Only the number is wanted: how many lines of the listing below contain "nodes"?

[Opening DATA UNDER STUDY section]

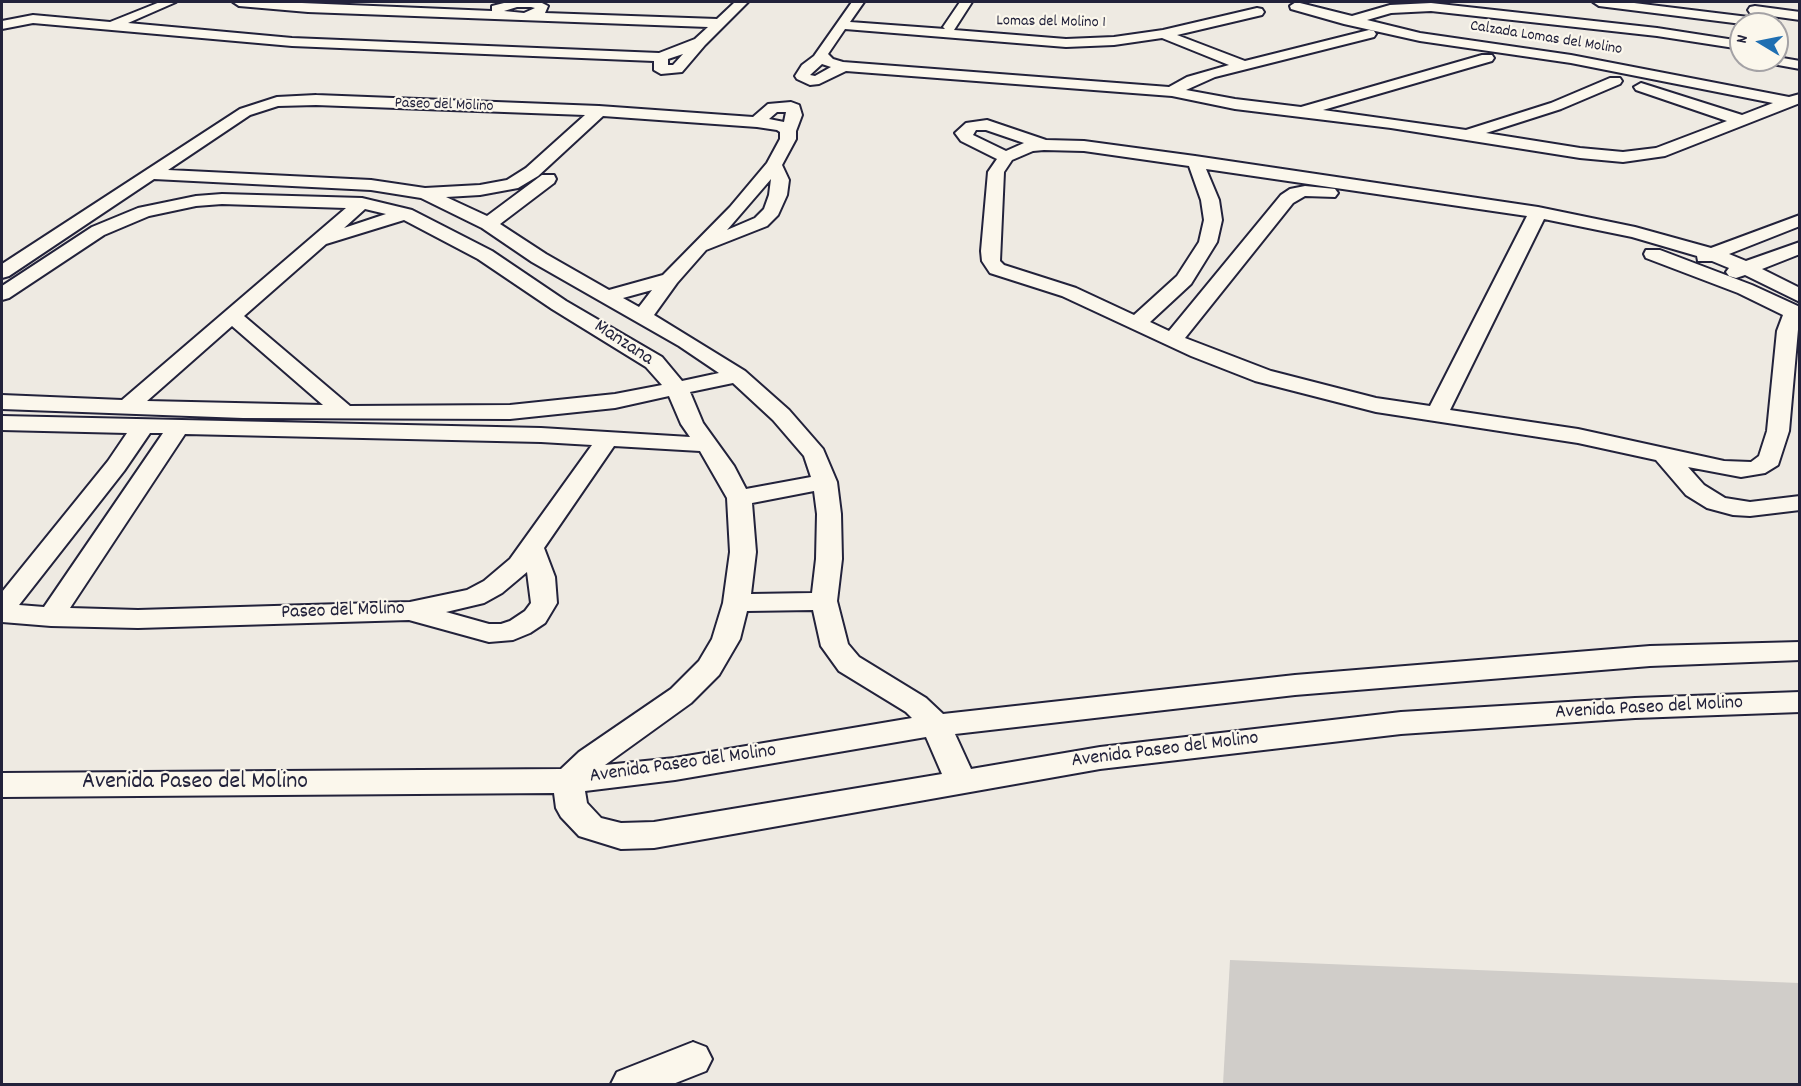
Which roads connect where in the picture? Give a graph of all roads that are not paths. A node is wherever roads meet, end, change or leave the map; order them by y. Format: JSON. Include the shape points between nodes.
{"nodes":[{"id":1,"x":170,"y":2,"type":"edge"},
{"id":2,"x":239,"y":2,"type":"edge"},
{"id":3,"x":327,"y":2,"type":"edge"},
{"id":4,"x":518,"y":2,"type":"edge"},
{"id":5,"x":742,"y":2,"type":"edge"},
{"id":6,"x":858,"y":2,"type":"edge"},
{"id":7,"x":966,"y":2,"type":"edge"},
{"id":8,"x":1599,"y":2,"type":"edge"},
{"id":9,"x":1689,"y":2,"type":"edge"},
{"id":10,"x":1242,"y":3,"type":"edge"},
{"id":11,"x":540,"y":4,"type":"edge"},
{"id":12,"x":1292,"y":5,"type":"edge"},
{"id":13,"x":427,"y":7,"type":"edge"},
{"id":14,"x":1431,"y":7,"type":"junction"},
{"id":15,"x":504,"y":11,"type":"junction"},
{"id":16,"x":731,"y":11,"type":"junction"},
{"id":17,"x":529,"y":15,"type":"junction"},
{"id":18,"x":1800,"y":16,"type":"edge"},
{"id":19,"x":1729,"y":18,"type":"edge"},
{"id":20,"x":2,"y":19,"type":"edge"},
{"id":21,"x":33,"y":19,"type":"junction"},
{"id":22,"x":844,"y":20,"type":"junction"},
{"id":23,"x":1348,"y":21,"type":"junction"},
{"id":24,"x":720,"y":22,"type":"junction"},
{"id":25,"x":2,"y":25,"type":"edge"},
{"id":26,"x":110,"y":26,"type":"junction"},
{"id":27,"x":950,"y":27,"type":"junction"},
{"id":28,"x":1605,"y":27,"type":"junction"},
{"id":29,"x":1388,"y":30,"type":"junction"},
{"id":30,"x":1163,"y":34,"type":"junction"},
{"id":31,"x":1370,"y":34,"type":"junction"},
{"id":32,"x":1729,"y":43,"type":"edge"},
{"id":33,"x":393,"y":47,"type":"junction"},
{"id":34,"x":1729,"y":53,"type":"edge"},
{"id":35,"x":821,"y":58,"type":"junction"},
{"id":36,"x":1487,"y":58,"type":"junction"},
{"id":37,"x":1571,"y":59,"type":"junction"},
{"id":38,"x":843,"y":66,"type":"junction"},
{"id":39,"x":1242,"y":66,"type":"junction"},
{"id":40,"x":1559,"y":70,"type":"junction"},
{"id":41,"x":1615,"y":81,"type":"junction"},
{"id":42,"x":1172,"y":92,"type":"junction"},
{"id":43,"x":1796,"y":100,"type":"edge"},
{"id":44,"x":599,"y":111,"type":"junction"},
{"id":45,"x":1298,"y":112,"type":"junction"},
{"id":46,"x":622,"y":113,"type":"junction"},
{"id":47,"x":1740,"y":120,"type":"junction"},
{"id":48,"x":607,"y":127,"type":"dead end"},
{"id":49,"x":1467,"y":134,"type":"junction"},
{"id":50,"x":1044,"y":145,"type":"junction"},
{"id":51,"x":1006,"y":157,"type":"junction"},
{"id":52,"x":1195,"y":161,"type":"junction"},
{"id":53,"x":774,"y":165,"type":"junction"},
{"id":54,"x":560,"y":170,"type":"dead end"},
{"id":55,"x":151,"y":174,"type":"junction"},
{"id":56,"x":280,"y":182,"type":"junction"},
{"id":57,"x":512,"y":184,"type":"junction"},
{"id":58,"x":533,"y":191,"type":"junction"},
{"id":59,"x":425,"y":193,"type":"junction"},
{"id":60,"x":261,"y":199,"type":"junction"},
{"id":61,"x":362,"y":203,"type":"junction"},
{"id":62,"x":96,"y":209,"type":"junction"},
{"id":63,"x":406,"y":214,"type":"junction"},
{"id":64,"x":135,"y":215,"type":"junction"},
{"id":65,"x":1534,"y":219,"type":"junction"},
{"id":66,"x":1800,"y":220,"type":"edge"},
{"id":67,"x":488,"y":224,"type":"junction"},
{"id":68,"x":318,"y":242,"type":"junction"},
{"id":69,"x":1800,"y":247,"type":"edge"},
{"id":70,"x":696,"y":250,"type":"junction"},
{"id":71,"x":1711,"y":254,"type":"junction"},
{"id":72,"x":539,"y":258,"type":"junction"},
{"id":73,"x":1687,"y":266,"type":"junction"},
{"id":74,"x":1746,"y":268,"type":"junction"},
{"id":75,"x":509,"y":270,"type":"junction"},
{"id":76,"x":2,"y":272,"type":"edge"},
{"id":77,"x":670,"y":279,"type":"junction"},
{"id":78,"x":1719,"y":279,"type":"junction"},
{"id":79,"x":2,"y":294,"type":"edge"},
{"id":80,"x":605,"y":297,"type":"junction"},
{"id":81,"x":1798,"y":308,"type":"edge"},
{"id":82,"x":233,"y":317,"type":"junction"},
{"id":83,"x":642,"y":317,"type":"junction"},
{"id":84,"x":1137,"y":323,"type":"junction"},
{"id":85,"x":1172,"y":340,"type":"junction"},
{"id":86,"x":1792,"y":358,"type":"edge"},
{"id":87,"x":737,"y":376,"type":"junction"},
{"id":88,"x":677,"y":388,"type":"junction"},
{"id":89,"x":2,"y":402,"type":"edge"},
{"id":90,"x":128,"y":405,"type":"junction"},
{"id":91,"x":1780,"y":408,"type":"junction"},
{"id":92,"x":344,"y":412,"type":"junction"},
{"id":93,"x":1437,"y":414,"type":"junction"},
{"id":94,"x":287,"y":421,"type":"junction"},
{"id":95,"x":1800,"y":421,"type":"edge"},
{"id":96,"x":2,"y":423,"type":"edge"},
{"id":97,"x":142,"y":428,"type":"junction"},
{"id":98,"x":178,"y":428,"type":"junction"},
{"id":99,"x":608,"y":439,"type":"junction"},
{"id":100,"x":708,"y":446,"type":"junction"},
{"id":101,"x":1666,"y":457,"type":"junction"},
{"id":102,"x":825,"y":482,"type":"junction"},
{"id":103,"x":740,"y":498,"type":"junction"},
{"id":104,"x":1800,"y":503,"type":"edge"},
{"id":105,"x":531,"y":547,"type":"junction"},
{"id":106,"x":824,"y":601,"type":"junction"},
{"id":107,"x":736,"y":603,"type":"junction"},
{"id":108,"x":2,"y":611,"type":"edge"},
{"id":109,"x":410,"y":611,"type":"junction"},
{"id":110,"x":51,"y":617,"type":"junction"},
{"id":111,"x":1800,"y":651,"type":"edge"},
{"id":112,"x":1800,"y":702,"type":"edge"},
{"id":113,"x":936,"y":725,"type":"junction"},
{"id":114,"x":568,"y":781,"type":"junction"},
{"id":115,"x":961,"y":781,"type":"junction"},
{"id":116,"x":2,"y":785,"type":"edge"},
{"id":117,"x":693,"y":1059,"type":"dead end"},
{"id":118,"x":630,"y":1084,"type":"edge"}],
"edges":[{"from":1,"to":26,"type":"street"},
{"from":2,"to":13,"type":"street","via":[[308,8]]},
{"from":3,"to":13,"type":"street"},
{"from":4,"to":11,"type":"street"},
{"from":4,"to":15,"type":"street"},
{"from":5,"to":16,"type":"street"},
{"from":6,"to":22,"type":"street"},
{"from":7,"to":27,"type":"street"},
{"from":8,"to":19,"type":"street"},
{"from":9,"to":18,"type":"street"},
{"from":10,"to":27,"type":"street","name":"Lomas del Molino 1","via":[[1152,25],[1087,32]]},
{"from":10,"to":30,"type":"street","name":"Lomas del Molino 1","via":[[1262,13]]},
{"from":11,"to":16,"type":"street"},
{"from":11,"to":17,"type":"street","via":[[543,9]]},
{"from":12,"to":23,"type":"street","name":"Calzada Lomas del Molino"},
{"from":12,"to":31,"type":"street","name":"Calzada Lomas del Molino"},
{"from":13,"to":15,"type":"street"},
{"from":13,"to":33,"type":"street","via":[[413,30]]},
{"from":14,"to":23,"type":"street","via":[[1390,9]]},
{"from":14,"to":28,"type":"street"},
{"from":14,"to":29,"type":"street"},
{"from":15,"to":17,"type":"street"},
{"from":16,"to":24,"type":"street"},
{"from":17,"to":24,"type":"street"},
{"from":20,"to":21,"type":"street","via":[[46,7]]},
{"from":21,"to":25,"type":"street"},
{"from":21,"to":26,"type":"street"},
{"from":22,"to":27,"type":"street","name":"Lomas del Molino 1"},
{"from":22,"to":30,"type":"street","name":"Lomas del Molino 1","via":[[1066,48]]},
{"from":22,"to":35,"type":"street"},
{"from":23,"to":29,"type":"street","name":"Calzada Lomas del Molino"},
{"from":24,"to":33,"type":"street","via":[[700,42],[661,57]]},
{"from":26,"to":33,"type":"street"},
{"from":28,"to":32,"type":"street"},
{"from":28,"to":34,"type":"street"},
{"from":29,"to":37,"type":"street","name":"Calzada Lomas del Molino"},
{"from":30,"to":39,"type":"street"},
{"from":31,"to":36,"type":"street","name":"Calzada Lomas del Molino"},
{"from":31,"to":39,"type":"street"},
{"from":35,"to":38,"type":"street"},
{"from":35,"to":38,"type":"street","via":[[803,72],[803,78],[819,80]]},
{"from":36,"to":40,"type":"street","name":"Calzada Lomas del Molino"},
{"from":36,"to":45,"type":"street"},
{"from":37,"to":40,"type":"street"},
{"from":37,"to":43,"type":"street","name":"Calzada Lomas del Molino"},
{"from":38,"to":42,"type":"street","via":[[1062,77]]},
{"from":39,"to":42,"type":"street","via":[[1192,80]]},
{"from":40,"to":41,"type":"street","name":"Calzada Lomas del Molino"},
{"from":41,"to":47,"type":"street","name":"Calzada Lomas del Molino"},
{"from":41,"to":49,"type":"street","via":[[1556,106]]},
{"from":42,"to":45,"type":"street"},
{"from":43,"to":47,"type":"street"},
{"from":44,"to":46,"type":"street","name":"Paseo del Molino"},
{"from":44,"to":55,"type":"street","name":"Paseo del Molino","via":[[316,100],[277,102],[244,112]]},
{"from":44,"to":57,"type":"street","via":[[532,172]]},
{"from":45,"to":49,"type":"street"},
{"from":46,"to":48,"type":"street"},
{"from":46,"to":53,"type":"street","name":"Paseo del Molino","via":[[782,126],[788,131],[788,139]]},
{"from":47,"to":49,"type":"street","via":[[1659,153],[1642,156],[1598,155]]},
{"from":50,"to":51,"type":"street"},
{"from":50,"to":51,"type":"street","via":[[987,125],[972,126],[963,133]]},
{"from":50,"to":52,"type":"street","via":[[1084,146]]},
{"from":51,"to":84,"type":"street","via":[[996,172],[990,250],[997,269],[1069,292]]},
{"from":52,"to":65,"type":"street"},
{"from":52,"to":84,"type":"street","via":[[1210,201],[1213,220],[1208,242],[1184,280]]},
{"from":53,"to":70,"type":"street","via":[[736,211]]},
{"from":53,"to":70,"type":"street","via":[[780,180],[772,211],[761,222]]},
{"from":54,"to":58,"type":"street"},
{"from":55,"to":56,"type":"street"},
{"from":55,"to":62,"type":"street","name":"Paseo del Molino"},
{"from":56,"to":59,"type":"street","via":[[371,185]]},
{"from":56,"to":60,"type":"street"},
{"from":57,"to":58,"type":"street"},
{"from":57,"to":59,"type":"street"},
{"from":58,"to":67,"type":"street"},
{"from":59,"to":67,"type":"street"},
{"from":60,"to":61,"type":"street","name":"Manzana"},
{"from":60,"to":64,"type":"street","name":"Manzana","via":[[196,201]]},
{"from":61,"to":63,"type":"street","name":"Manzana"},
{"from":61,"to":68,"type":"street"},
{"from":62,"to":64,"type":"street"},
{"from":62,"to":76,"type":"street","name":"Paseo del Molino"},
{"from":63,"to":68,"type":"street"},
{"from":63,"to":75,"type":"street","name":"Manzana"},
{"from":64,"to":79,"type":"street","name":"Manzana","via":[[98,231]]},
{"from":65,"to":71,"type":"street","via":[[1624,230]]},
{"from":65,"to":73,"type":"street"},
{"from":65,"to":85,"type":"street","via":[[1318,191],[1296,193],[1287,199]]},
{"from":65,"to":93,"type":"street"},
{"from":66,"to":71,"type":"street"},
{"from":67,"to":72,"type":"street"},
{"from":68,"to":82,"type":"street"},
{"from":69,"to":74,"type":"street"},
{"from":70,"to":77,"type":"street"},
{"from":71,"to":73,"type":"street"},
{"from":71,"to":74,"type":"street"},
{"from":72,"to":75,"type":"street"},
{"from":72,"to":80,"type":"street"},
{"from":73,"to":78,"type":"street"},
{"from":74,"to":78,"type":"street"},
{"from":74,"to":81,"type":"street"},
{"from":75,"to":88,"type":"street","name":"Manzana","via":[[654,362]]},
{"from":77,"to":80,"type":"street"},
{"from":77,"to":83,"type":"street"},
{"from":78,"to":81,"type":"street"},
{"from":80,"to":83,"type":"street"},
{"from":81,"to":86,"type":"street","via":[[1787,330]]},
{"from":82,"to":90,"type":"street"},
{"from":82,"to":92,"type":"street"},
{"from":83,"to":87,"type":"street"},
{"from":84,"to":85,"type":"street"},
{"from":85,"to":93,"type":"street","via":[[1263,376],[1315,391]]},
{"from":86,"to":91,"type":"street"},
{"from":87,"to":88,"type":"street"},
{"from":87,"to":102,"type":"street","via":[[781,415],[815,454]]},
{"from":88,"to":92,"type":"street","via":[[556,409]]},
{"from":88,"to":100,"type":"street","name":"Manzana","via":[[692,424]]},
{"from":89,"to":90,"type":"street"},
{"from":90,"to":94,"type":"street"},
{"from":91,"to":95,"type":"street"},
{"from":91,"to":101,"type":"street","via":[[1770,460],[1756,468],[1724,468]]},
{"from":92,"to":94,"type":"street"},
{"from":93,"to":101,"type":"street","via":[[1578,436]]},
{"from":94,"to":98,"type":"street"},
{"from":94,"to":99,"type":"street"},
{"from":96,"to":97,"type":"street"},
{"from":97,"to":98,"type":"street"},
{"from":97,"to":108,"type":"street"},
{"from":98,"to":110,"type":"street"},
{"from":99,"to":100,"type":"street"},
{"from":99,"to":105,"type":"street","name":"Paseo del Molino"},
{"from":100,"to":103,"type":"street","name":"Manzana"},
{"from":101,"to":104,"type":"street","via":[[1695,490],[1716,503],[1750,509]]},
{"from":102,"to":103,"type":"street"},
{"from":102,"to":106,"type":"street","via":[[829,548]]},
{"from":103,"to":107,"type":"street","name":"Manzana","via":[[742,552]]},
{"from":105,"to":109,"type":"street","name":"Paseo del Molino","via":[[508,576],[475,597]]},
{"from":105,"to":109,"type":"street","via":[[542,577],[544,603],[520,627],[489,633]]},
{"from":106,"to":107,"type":"street"},
{"from":106,"to":113,"type":"street","via":[[835,646],[849,664],[915,705]]},
{"from":107,"to":114,"type":"street","name":"Manzana","via":[[726,639],[709,668],[681,696],[590,760]]},
{"from":108,"to":110,"type":"street","name":"Paseo del Molino"},
{"from":109,"to":110,"type":"street","name":"Paseo del Molino","via":[[138,619]]},
{"from":111,"to":113,"type":"street","name":"Avenida Paseo del Molino","via":[[1650,656],[1307,684]]},
{"from":112,"to":115,"type":"street","name":"Avenida Paseo del Molino","via":[[1401,723],[1100,758]]},
{"from":113,"to":114,"type":"street","name":"Avenida Paseo del Molino","via":[[675,769]]},
{"from":113,"to":115,"type":"street"},
{"from":114,"to":115,"type":"street","name":"Avenida Paseo del Molino","via":[[572,808],[590,827],[621,836],[654,836]]},
{"from":114,"to":116,"type":"street","name":"Avenida Paseo del Molino"},
{"from":117,"to":118,"type":"street"}]}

[Closing DATA UNDER STUDY section]

• COMPLETED EXERCISE:
2